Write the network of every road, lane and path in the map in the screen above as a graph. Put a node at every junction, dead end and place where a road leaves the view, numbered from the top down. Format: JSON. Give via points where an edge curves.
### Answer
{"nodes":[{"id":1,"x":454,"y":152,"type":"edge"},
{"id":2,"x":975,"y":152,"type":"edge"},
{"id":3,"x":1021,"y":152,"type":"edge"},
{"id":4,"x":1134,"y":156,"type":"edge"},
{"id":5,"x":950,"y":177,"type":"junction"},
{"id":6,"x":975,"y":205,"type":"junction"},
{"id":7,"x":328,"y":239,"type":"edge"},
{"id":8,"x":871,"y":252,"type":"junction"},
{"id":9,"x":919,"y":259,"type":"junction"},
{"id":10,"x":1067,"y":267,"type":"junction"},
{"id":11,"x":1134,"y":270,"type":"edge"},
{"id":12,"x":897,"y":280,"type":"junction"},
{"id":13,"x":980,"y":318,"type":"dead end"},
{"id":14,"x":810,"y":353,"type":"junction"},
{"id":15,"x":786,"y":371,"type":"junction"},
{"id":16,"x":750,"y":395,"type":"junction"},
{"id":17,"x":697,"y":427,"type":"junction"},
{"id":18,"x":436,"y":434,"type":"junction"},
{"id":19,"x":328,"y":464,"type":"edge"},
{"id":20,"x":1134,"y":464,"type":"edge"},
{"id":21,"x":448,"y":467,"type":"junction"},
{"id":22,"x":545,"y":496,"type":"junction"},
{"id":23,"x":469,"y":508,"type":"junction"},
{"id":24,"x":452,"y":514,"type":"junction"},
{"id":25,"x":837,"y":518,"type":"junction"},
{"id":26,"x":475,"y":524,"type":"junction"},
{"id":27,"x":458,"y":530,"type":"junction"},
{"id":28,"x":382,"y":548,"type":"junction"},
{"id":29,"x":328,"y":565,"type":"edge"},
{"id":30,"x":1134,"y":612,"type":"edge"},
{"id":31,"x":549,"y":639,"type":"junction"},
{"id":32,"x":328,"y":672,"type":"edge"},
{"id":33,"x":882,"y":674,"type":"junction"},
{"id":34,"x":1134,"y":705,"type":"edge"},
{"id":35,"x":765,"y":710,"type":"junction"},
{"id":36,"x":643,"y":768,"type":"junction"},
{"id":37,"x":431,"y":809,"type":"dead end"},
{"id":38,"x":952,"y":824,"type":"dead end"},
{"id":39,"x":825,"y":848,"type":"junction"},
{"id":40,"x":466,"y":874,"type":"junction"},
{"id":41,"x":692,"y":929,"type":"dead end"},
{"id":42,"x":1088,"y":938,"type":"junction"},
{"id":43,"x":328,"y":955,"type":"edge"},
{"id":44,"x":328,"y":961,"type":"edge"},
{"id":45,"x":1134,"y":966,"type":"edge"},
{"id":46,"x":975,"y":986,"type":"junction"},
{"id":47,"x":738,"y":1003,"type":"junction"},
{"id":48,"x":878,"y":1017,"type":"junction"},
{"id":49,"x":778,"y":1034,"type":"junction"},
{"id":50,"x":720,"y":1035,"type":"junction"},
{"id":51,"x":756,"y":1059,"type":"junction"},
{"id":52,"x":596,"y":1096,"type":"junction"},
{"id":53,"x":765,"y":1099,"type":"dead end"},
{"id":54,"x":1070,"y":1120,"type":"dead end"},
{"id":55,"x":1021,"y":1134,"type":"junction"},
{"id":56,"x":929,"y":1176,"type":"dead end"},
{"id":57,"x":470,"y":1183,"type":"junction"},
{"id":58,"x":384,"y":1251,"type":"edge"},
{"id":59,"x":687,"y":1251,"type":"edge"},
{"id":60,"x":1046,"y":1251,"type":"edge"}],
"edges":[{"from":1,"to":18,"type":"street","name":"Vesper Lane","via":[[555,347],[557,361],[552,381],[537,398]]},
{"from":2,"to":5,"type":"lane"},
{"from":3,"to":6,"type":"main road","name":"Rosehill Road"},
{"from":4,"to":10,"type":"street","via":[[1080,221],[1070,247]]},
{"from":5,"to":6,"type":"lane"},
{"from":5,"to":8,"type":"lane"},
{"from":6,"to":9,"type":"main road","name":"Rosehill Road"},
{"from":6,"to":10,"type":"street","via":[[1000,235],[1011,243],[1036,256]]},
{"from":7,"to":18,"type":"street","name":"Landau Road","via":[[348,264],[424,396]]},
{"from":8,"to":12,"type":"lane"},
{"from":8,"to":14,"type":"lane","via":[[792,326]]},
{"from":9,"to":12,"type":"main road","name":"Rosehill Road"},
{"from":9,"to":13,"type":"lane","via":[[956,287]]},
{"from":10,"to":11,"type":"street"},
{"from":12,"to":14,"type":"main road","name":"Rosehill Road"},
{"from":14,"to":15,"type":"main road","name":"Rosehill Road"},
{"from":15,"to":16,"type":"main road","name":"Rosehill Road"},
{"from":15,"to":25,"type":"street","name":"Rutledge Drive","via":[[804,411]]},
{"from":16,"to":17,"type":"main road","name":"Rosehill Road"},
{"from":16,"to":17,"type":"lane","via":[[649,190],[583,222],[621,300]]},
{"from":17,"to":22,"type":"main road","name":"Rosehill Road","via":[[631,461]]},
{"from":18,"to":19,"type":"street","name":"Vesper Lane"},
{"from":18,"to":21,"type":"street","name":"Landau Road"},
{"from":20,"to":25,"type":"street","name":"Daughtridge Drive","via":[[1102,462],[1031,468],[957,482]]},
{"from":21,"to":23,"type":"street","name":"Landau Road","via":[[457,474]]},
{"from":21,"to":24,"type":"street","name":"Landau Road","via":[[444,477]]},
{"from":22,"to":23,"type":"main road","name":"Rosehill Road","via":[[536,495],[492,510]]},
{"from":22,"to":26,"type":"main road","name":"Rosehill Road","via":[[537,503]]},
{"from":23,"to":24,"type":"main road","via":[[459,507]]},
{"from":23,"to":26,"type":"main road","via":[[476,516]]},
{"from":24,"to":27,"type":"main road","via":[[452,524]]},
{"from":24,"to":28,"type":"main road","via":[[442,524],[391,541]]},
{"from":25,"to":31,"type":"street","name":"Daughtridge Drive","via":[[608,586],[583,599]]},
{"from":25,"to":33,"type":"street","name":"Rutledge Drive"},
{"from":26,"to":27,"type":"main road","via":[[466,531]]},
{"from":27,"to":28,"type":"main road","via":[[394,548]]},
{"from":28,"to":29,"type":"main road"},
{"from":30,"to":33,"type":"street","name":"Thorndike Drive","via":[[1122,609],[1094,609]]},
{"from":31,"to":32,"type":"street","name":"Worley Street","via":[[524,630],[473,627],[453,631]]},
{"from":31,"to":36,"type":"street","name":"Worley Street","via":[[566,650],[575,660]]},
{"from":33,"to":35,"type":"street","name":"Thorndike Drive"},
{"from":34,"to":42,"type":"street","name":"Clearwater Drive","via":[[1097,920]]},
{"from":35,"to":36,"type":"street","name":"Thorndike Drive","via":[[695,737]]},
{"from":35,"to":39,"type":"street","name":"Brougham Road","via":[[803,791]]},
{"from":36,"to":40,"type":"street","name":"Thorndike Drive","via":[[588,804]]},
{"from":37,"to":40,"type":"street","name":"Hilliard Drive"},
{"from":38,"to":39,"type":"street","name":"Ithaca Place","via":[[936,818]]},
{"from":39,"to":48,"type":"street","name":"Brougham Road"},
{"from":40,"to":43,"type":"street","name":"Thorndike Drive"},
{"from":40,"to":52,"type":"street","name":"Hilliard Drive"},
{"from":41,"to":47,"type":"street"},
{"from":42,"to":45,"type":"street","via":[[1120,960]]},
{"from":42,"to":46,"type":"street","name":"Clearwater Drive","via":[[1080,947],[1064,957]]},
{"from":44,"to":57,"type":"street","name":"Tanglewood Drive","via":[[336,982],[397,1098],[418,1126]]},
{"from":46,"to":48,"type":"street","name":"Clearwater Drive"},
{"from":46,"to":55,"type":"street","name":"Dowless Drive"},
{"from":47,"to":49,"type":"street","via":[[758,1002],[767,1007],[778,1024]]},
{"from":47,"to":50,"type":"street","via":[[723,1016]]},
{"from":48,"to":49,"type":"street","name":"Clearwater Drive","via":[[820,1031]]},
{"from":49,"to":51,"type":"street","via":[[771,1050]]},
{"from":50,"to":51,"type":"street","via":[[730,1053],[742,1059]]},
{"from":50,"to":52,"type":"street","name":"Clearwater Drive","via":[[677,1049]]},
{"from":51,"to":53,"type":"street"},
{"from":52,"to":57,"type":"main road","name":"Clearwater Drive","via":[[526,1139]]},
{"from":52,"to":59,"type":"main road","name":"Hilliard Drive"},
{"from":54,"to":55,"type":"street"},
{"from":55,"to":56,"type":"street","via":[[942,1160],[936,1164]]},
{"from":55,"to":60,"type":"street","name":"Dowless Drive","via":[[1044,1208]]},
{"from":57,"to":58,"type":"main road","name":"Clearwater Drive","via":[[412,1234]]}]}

**ABOUT THIS TASK**
Which lines of the material contain "Dowless"? List them.

**ANSWER FOR THIS EXERCISE**
{"from":46,"to":55,"type":"street","name":"Dowless Drive"},
{"from":55,"to":60,"type":"street","name":"Dowless Drive","via":[[1044,1208]]},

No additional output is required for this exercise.